Because no returns were filed by petitioner, he is entitled to a refund or credit only of amounts paid within 2 years prior to the date of the statutory notice, which is deemed to be the date of a claim. Sec. 6512(b)(3)(B); Allen v. Commissioner [Dec. 48,566], 99 T.C. 475, 478-480 (1992), affd. without published opinion 23 F.3d 406 (6th Cir. 1994). Only the taxes withheld during 1991 fall within that 2-year period. There is no reason to believe that there was any overpayment by withholding for 1991.

Petitioner's failure to file timely returns, based on his previously rejected views, is clearly without reasonable cause. The additions to tax under sections 6651(a) and 6653(a) are fully justified and will be sustained. See Beard v. Commissioner [Dec. 41,237], 82 T.C. 766, 774-780 (1984), affd. [86-2 USTC ╤ 9496] 793 F.2d 139 (6th Cir. 1986).
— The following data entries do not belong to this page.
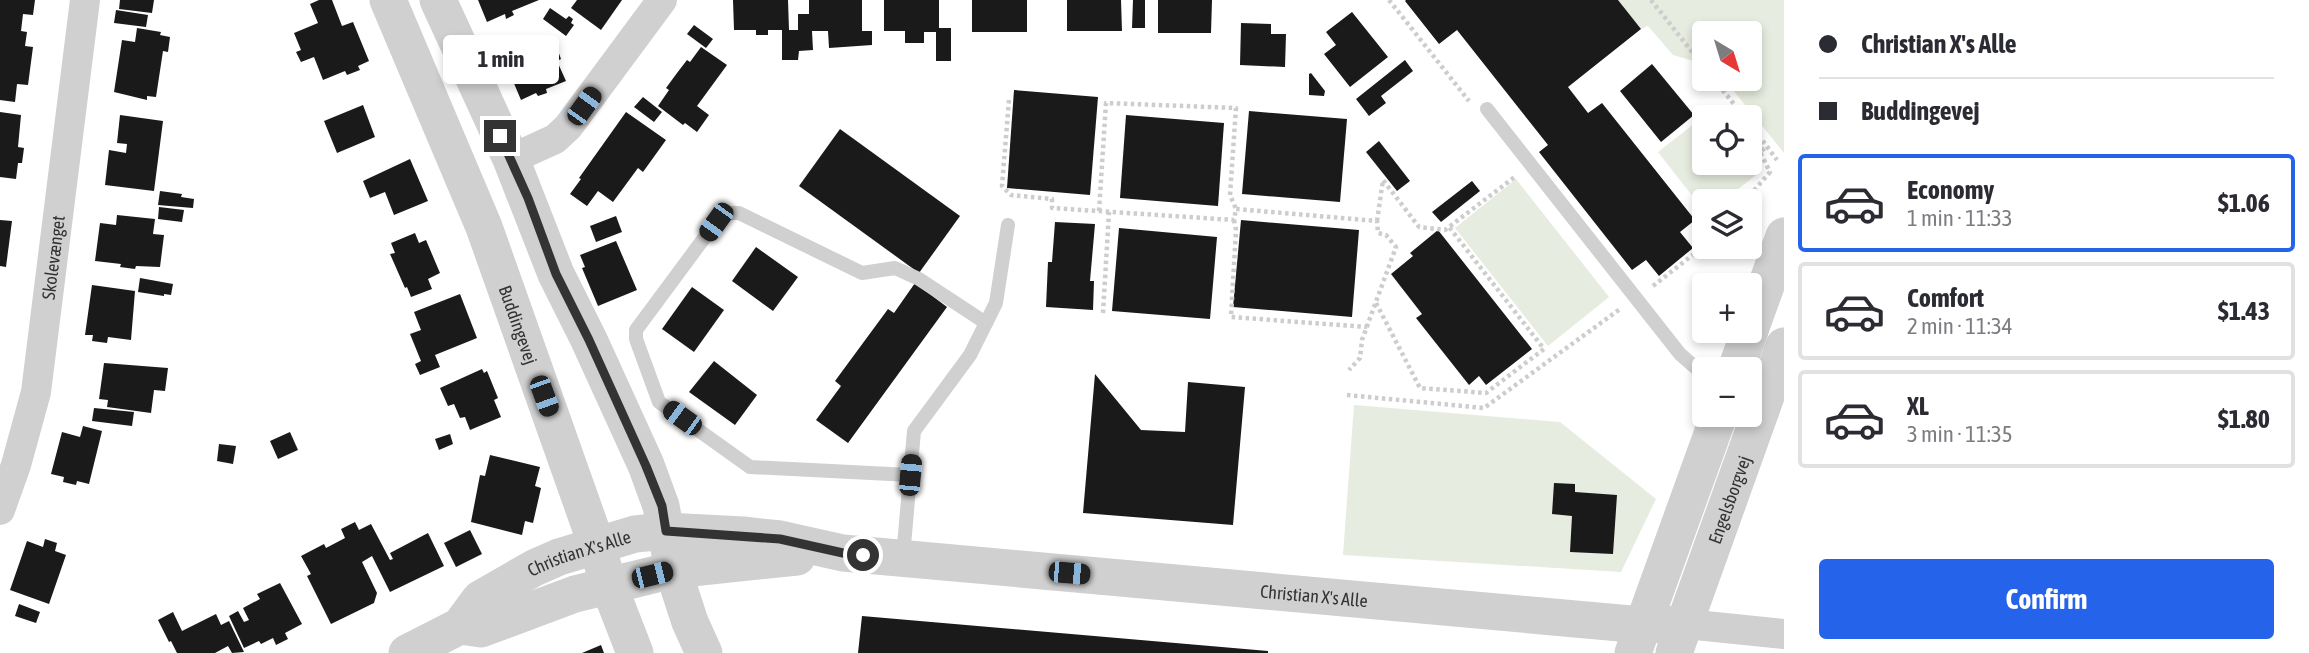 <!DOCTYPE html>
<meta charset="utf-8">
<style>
:root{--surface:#fff;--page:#f7f7f7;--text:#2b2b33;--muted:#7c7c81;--line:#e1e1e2;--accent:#2563eb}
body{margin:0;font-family:"Asap Condensed",sans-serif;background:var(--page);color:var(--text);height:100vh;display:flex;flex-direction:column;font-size:26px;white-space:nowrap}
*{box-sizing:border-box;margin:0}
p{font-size:23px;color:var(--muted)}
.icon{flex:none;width:38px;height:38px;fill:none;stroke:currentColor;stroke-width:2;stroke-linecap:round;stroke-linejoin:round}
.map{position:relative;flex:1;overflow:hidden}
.panel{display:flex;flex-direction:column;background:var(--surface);width:525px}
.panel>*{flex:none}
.banner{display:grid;align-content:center;height:154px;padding:0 35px;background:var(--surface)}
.needle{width:46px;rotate:142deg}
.tools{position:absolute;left:1692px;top:21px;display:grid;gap:14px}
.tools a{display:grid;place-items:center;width:70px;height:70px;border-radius:7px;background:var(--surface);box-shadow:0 4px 10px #0003;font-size:35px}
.end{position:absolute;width:32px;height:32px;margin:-16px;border:9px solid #333;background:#fff;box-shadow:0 0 0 4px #fff}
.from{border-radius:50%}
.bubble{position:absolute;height:49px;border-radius:7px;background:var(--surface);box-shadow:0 4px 10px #0003;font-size:23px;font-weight:700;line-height:49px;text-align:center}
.car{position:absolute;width:21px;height:42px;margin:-21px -10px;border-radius:9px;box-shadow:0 0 5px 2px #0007;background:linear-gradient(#222 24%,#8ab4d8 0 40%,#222 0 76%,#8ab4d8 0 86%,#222 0)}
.banner b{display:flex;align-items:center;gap:24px;height:66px;font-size:26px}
.banner b+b{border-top:2px solid var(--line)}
.banner i{width:18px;height:18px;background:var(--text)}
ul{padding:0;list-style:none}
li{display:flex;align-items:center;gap:21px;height:98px;margin:0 14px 10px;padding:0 21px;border:4px solid var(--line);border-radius:7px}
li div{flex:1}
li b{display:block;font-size:26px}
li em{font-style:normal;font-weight:700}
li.active{border-color:var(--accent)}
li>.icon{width:63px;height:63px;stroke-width:1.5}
.action{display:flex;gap:14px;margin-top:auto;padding:14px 35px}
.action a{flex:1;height:80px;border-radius:7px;background:var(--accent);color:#fff;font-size:28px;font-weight:700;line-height:80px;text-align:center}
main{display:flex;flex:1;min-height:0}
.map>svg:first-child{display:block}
</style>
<main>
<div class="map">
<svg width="1784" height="653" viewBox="0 0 1784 653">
<rect width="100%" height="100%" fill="#fff"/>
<g fill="#e6ecdf">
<path d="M 1618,0 L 1784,0 L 1784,153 L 1724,79 L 1750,79 L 1750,33 L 1704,33 L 1704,64 L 1673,55 L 1648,26 L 1641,29 Z"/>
<path d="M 1708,113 L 1711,117 L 1704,117 L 1704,163 L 1747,163 L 1756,175 L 1723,201 L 1704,201 L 1704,211 L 1658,152 Z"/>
<path d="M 1516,179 L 1609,297 L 1548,346 L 1455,228 Z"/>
<path d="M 1354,405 L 1560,422 L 1656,499 L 1621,572 L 1343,555 Z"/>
</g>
<g fill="#1a1a1a">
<path d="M 0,0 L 35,0 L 33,15 L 23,14 L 21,31 L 27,32 L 25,46 L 33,47 L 28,85 L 17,84 L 15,102 L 0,100 Z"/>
<path d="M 120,0 L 154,0 L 152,13 L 119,9 Z"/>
<path d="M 319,0 L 332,0 L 342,26 L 353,22 L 369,61 L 358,66 L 360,70 L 347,75 L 345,71 L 323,80 L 314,57 L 301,62 L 296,52 L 301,50 L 294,33 L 318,23 L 310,4 Z"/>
<path d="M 478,0 L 539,0 L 512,11 L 514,15 L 506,19 L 505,14 L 487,22 Z"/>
<path d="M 577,0 L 622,0 L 601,30 L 571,8 Z"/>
<path d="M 733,0 L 788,0 L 789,30 L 798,30 L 798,14 L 809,14 L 809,0 L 862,0 L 862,31 L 872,31 L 872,45 L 829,48 L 828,31 L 812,31 L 813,50 L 799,51 L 798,60 L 782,60 L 782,30 L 768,30 L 768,35 L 756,35 L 756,30 L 734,30 Z"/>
<path d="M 884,0 L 939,0 L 939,28 L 951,28 L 951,61 L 936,61 L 936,32 L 924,32 L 924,43 L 905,43 L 905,31 L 884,31 Z"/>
<rect x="972" y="0" width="55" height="32"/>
<path d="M 1067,0 L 1121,0 L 1122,31 L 1067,31 Z"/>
<path d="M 1133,0 L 1145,0 L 1145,28 L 1132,28 Z"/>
<path d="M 1158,0 L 1212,0 L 1211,33 L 1158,33 Z"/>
<path d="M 1406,0 L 1618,0 L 1641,29 L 1568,87 L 1588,113 L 1602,103 L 1695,220 L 1680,232 L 1693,248 L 1659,276 L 1646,260 L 1632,270 L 1539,152 L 1548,145 L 1457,30 L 1439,44 L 1405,1 Z"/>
<path d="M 550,8 L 566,19 L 569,16 L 573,19 L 571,23 L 574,25 L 566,36 L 543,19 Z"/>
<path d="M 116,10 L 148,15 L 146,27 L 114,23 Z"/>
<path d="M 1352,12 L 1388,57 L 1350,87 L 1324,54 L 1336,45 L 1326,32 Z"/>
<path d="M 1241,23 L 1271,24 L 1271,34 L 1286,34 L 1285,67 L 1240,65 Z"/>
<path d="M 694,25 L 713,39 L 706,48 L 687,34 Z"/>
<path d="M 137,28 L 161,32 L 160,35 L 170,37 L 168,52 L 163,51 L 156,97 L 147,96 L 147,100 L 114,92 L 122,40 L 135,42 Z"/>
<path d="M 550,43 L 551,47 L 556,45 L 561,59 L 557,61 L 566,81 L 546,89 L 547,93 L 538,96 L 536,93 L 521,100 L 505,62 Z"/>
<path d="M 701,47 L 727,65 L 697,106 L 709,115 L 697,132 L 685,123 L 683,125 L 658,106 L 669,90 L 666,88 L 677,73 L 687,60 L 690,62 Z"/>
<path d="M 1405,60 L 1413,71 L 1381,96 L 1386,103 L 1369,116 L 1356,99 Z"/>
<path d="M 1652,64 L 1694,115 L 1661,142 L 1620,91 Z"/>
<path d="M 1311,73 L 1325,91 L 1324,96 L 1309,95 L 1309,74 Z"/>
<path d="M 1014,90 L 1098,97 L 1090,195 L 1007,188 Z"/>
<path d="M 643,97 L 662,112 L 654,122 L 634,107 Z"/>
<path d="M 363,105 L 375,137 L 337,153 L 324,121 Z"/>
<path d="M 1249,111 L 1347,119 L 1340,202 L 1242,194 Z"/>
<path d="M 0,112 L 21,115 L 18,147 L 24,148 L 22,163 L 18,163 L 16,179 L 0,177 Z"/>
<path d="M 626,112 L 666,140 L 643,172 L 638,168 L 613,202 L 598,191 L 587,206 L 570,194 L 581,179 L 579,178 Z"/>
<path d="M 120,115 L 163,121 L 154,191 L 105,185 L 109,150 L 126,153 L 127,144 L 117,143 Z"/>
<path d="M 1126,115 L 1224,123 L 1218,206 L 1120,198 Z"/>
<path d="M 840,129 L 960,216 L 919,273 L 799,186 Z"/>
<path d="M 1379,141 L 1410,181 L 1397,191 L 1366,152 Z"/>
<path d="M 410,159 L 428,201 L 394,215 L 385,192 L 370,198 L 363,181 Z"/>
<path d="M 1472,181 L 1480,191 L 1441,222 L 1432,212 Z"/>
<path d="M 160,191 L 182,194 L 181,197 L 194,199 L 193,208 L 158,205 Z"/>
<path d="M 159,207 L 184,210 L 182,222 L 158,219 Z"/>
<path d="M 117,215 L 155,219 L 153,234 L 164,235 L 160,267 L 136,266 L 135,269 L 120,267 L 121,264 L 95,261 L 100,223 L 116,225 Z"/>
<path d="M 616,216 L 622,232 L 596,242 L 590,226 Z"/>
<path d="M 0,220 L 12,221 L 6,267 L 0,266 Z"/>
<path d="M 1241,220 L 1359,230 L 1352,317 L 1233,307 Z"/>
<path d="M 1055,222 L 1095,224 L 1090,281 L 1094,281 L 1093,310 L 1046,307 L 1048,262 L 1052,262 Z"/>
<path d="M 1119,228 L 1217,237 L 1210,319 L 1112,311 Z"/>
<path d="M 1438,230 L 1532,349 L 1486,385 L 1479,376 L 1469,385 L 1416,318 L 1422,314 L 1391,274 L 1413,256 L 1410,253 Z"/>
<path d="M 415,233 L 419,243 L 426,240 L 440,273 L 428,279 L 432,289 L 411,297 L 407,287 L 405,288 L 390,254 L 395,253 L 391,243 Z"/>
<path d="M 616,241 L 637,290 L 598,306 L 582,268 L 585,267 L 580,255 Z"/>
<path d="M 756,247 L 798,277 L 773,311 L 732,281 Z"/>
<path d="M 140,278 L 173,284 L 171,295 L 164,294 L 164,296 L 138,292 Z"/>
<path d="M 915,283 L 947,307 L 848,443 L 816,420 L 841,386 L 835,381 L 888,309 L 894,313 Z"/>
<path d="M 92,285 L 135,291 L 131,340 L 108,337 L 107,343 L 92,341 L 93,335 L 85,335 Z"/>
<path d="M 692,287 L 724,310 L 694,352 L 662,329 Z"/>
<path d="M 460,294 L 477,338 L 435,355 L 440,367 L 420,375 L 415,364 L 421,361 L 410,334 L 421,330 L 414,312 Z"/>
<path d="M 714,361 L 757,395 L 735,425 L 689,392 Z"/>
<path d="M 104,363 L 168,368 L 165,391 L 154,390 L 151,413 L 107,407 L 108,400 L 99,399 Z"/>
<path d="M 482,369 L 484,373 L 487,371 L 498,398 L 494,400 L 501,417 L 470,430 L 465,417 L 460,418 L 454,404 L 448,406 L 440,388 Z"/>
<path d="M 1095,374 L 1141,430 L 1185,432 L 1188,382 L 1245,387 L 1233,525 L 1083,513 Z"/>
<path d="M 94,408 L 134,412 L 132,426 L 92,421 Z"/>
<path d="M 83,426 L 102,431 L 89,484 L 77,481 L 76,485 L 63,482 L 64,477 L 51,474 L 62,432 L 80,437 Z"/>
<path d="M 290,432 L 298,450 L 278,459 L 270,441 Z"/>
<path d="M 450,434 L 453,444 L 439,450 L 435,439 Z"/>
<path d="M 219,444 L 236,446 L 233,464 L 217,461 Z"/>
<path d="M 490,455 L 540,467 L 535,486 L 541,488 L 533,523 L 525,521 L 522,535 L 471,522 L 480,475 L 485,476 Z"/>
<path d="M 1554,483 L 1575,484 L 1575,492 L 1617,495 L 1613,554 L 1570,552 L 1572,516 L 1552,514 Z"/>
<path d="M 355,522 L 359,530 L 371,524 L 390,560 L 393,559 L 390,553 L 428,533 L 444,566 L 390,592 L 372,556 L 362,562 L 377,593 L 374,603 L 331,624 L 307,576 L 311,574 L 301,556 L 324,544 L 326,548 L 345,538 L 341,529 Z"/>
<path d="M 470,530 L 482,554 L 456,567 L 444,543 Z"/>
<path d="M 45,539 L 57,543 L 55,551 L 66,555 L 49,604 L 10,590 L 27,541 L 43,547 Z"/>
<path d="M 280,583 L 302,624 L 285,633 L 288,639 L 276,645 L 273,638 L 261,644 L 259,641 L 244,648 L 229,616 L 238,611 L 244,622 L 249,620 L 243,608 L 260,599 L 257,594 Z"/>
<path d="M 19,604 L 40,612 L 36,623 L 15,616 Z"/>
<path d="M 173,612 L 182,631 L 216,614 L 221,625 L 229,621 L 244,652 L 232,653 L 228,646 L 215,653 L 177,653 L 171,641 L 169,642 L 158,620 Z"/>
<path d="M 862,616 L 1268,651 L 1268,653 L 858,653 Z"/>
<path d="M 601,645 L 604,653 L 582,653 Z"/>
</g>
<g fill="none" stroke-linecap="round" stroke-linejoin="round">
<g stroke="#cdcdcd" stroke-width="4.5" stroke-dasharray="3.5 3.5" stroke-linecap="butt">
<path d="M 1389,0 L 1469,101"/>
<path d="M 1651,0 L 1704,67"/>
<path d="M 1714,79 L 1744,117"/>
<path d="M 1009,100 L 1002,186 L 1011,195 L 1052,199 L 1052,208 L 1234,220 L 1236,209 L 1377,221 L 1378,233 L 1386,235 L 1396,247 L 1362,340 L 1360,358 L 1349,370"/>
<path d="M 1750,124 L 1777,160"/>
<path d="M 1745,201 L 1770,172 L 1760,152 L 1767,146"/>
<path d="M 1099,211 L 1106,103 L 1236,108 L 1230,195 L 1236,209"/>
<path d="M 1234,220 L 1236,230 L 1231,317 L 1367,327"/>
<path d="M 1377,221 L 1383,180 L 1419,227 L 1445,230 L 1516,176"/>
<path d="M 1653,286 L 1704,246"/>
<path d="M 1376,303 L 1420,388 L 1486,393 L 1544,349 L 1449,227"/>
<path d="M 1103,313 L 1109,212"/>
<path d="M 1347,395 L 1484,408 L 1620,309"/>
</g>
<g stroke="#d0d0d0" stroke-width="14">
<path d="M 1487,109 L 1680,354 L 1704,375"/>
<path d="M 910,475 L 750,467 L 659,402 L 636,339 L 636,330 L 716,222 L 726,213 L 739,213 L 862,273 L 895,268 L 919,279 L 986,323"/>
<path d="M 903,557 L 914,431 L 970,355 L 996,303 L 1008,225"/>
</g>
<g stroke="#d0d0d0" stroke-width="30">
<path d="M 511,159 L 555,139 L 568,127 L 662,0"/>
<path id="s1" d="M 0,510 L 16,465 L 36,392 L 85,0"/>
<path d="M 1686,624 L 1784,634"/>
</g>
<g stroke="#d0d0d0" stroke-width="37">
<path id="s2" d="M 388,0 L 484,227 L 597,546 L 609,586 L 635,653"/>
<path d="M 438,0 L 511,159 L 556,274 L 589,340 L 646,465 L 661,506 L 673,570 L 690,622 L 704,653"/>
<path d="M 1750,330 L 1784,236"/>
<path d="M 1736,369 L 1750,331"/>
<path d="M 460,626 L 481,629 L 575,594 L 673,570 L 797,557"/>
<path id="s3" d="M 407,653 L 460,626 L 480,599 L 534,568 L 559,557 L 635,534 L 666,531 L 743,535 L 780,539 L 843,553 L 1642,625 L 1686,624"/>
<path d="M 1633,653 L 1719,415"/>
<path id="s4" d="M 1674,653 L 1784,346"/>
</g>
</g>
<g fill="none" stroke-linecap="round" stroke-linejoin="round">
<path stroke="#333" stroke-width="9" d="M 500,136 L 528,198 L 556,274 L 589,340 L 646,466 L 662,506 L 666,531 L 780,539 L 843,553 L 863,555"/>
</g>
<g text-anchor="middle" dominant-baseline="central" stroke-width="7" stroke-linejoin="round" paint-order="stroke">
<g font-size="18" fill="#333" stroke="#fff">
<text stroke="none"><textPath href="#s1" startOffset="259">Skolevænget</textPath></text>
<text stroke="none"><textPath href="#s2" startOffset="350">Buddingevej</textPath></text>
<text stroke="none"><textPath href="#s4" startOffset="163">Engelsborgvej</textPath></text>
<text stroke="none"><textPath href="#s3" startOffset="203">Christian X's Alle</textPath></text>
<text stroke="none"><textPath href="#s3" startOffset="945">Christian X's Alle</textPath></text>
</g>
</g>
</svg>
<div class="tools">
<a><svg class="needle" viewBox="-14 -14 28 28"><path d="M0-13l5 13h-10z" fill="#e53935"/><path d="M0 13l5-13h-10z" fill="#7c7c81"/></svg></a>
<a><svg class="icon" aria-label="locate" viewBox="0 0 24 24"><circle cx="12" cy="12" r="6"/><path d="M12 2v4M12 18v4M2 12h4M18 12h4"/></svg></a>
<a><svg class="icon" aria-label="layers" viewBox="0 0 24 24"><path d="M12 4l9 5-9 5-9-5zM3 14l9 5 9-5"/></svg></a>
<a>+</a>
<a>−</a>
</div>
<i class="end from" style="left:863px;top:555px"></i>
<i class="end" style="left:500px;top:136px"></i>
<div class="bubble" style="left:443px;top:35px;width:116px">1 min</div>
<i class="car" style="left:584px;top:106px;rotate:36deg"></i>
<i class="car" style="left:716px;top:222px;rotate:216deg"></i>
<i class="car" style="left:544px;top:396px;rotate:160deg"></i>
<i class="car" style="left:682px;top:418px;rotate:306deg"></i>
<i class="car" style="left:910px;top:475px;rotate:5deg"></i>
<i class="car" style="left:1069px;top:573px;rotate:95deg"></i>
<i class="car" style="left:652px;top:575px;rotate:76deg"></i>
</div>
<section class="panel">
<div class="banner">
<b><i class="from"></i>Christian X's Alle</b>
<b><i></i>Buddingevej</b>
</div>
<ul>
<li class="active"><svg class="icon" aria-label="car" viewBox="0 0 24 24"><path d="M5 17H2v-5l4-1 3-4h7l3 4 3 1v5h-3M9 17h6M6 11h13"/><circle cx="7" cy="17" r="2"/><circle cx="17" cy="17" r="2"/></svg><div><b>Economy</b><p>1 min · 11:33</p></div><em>$1.06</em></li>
<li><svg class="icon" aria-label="car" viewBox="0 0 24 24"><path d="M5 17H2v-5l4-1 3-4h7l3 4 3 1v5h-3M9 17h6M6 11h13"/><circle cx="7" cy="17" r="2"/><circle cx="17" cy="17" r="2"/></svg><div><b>Comfort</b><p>2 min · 11:34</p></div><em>$1.43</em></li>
<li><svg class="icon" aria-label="car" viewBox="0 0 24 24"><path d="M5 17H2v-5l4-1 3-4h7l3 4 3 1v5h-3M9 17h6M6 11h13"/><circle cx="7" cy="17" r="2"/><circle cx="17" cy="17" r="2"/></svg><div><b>XL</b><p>3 min · 11:35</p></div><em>$1.80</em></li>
</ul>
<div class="action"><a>Confirm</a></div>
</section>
</main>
We acknowledge that petitioner entered into stipulations and presented his case expeditiously at trial. Nonetheless, section 6673(a)(1) provides for a penalty not in excess of $25,000 "Whenever it appears to the Tax Court that * * * the taxpayer's position in such proceeding is frivolous or groundless". In our prior Opinion, we imposed a penalty in the amount of $2,500, noting that, "after petitioner retained counsel, he refrained from making any further tax protester arguments." Sloan v. Commissioner, supra at 149. Further, we stated: "Should our hope for petitioner's future conformity with the law prove unfounded, there will be another occasion to consider imposition of the section 6673 penalty." Id. Petitioner, here, has continued to contest his liability for Federal income taxes; he maintained that position in his pleadings and during his testimony at trial. Obviously, a greater deterrent is required. Our decision will award to the United States a penalty in the amount of $20,000.

To reflect our allowance of dependency exemptions,

Decision will be entered under Rule 155.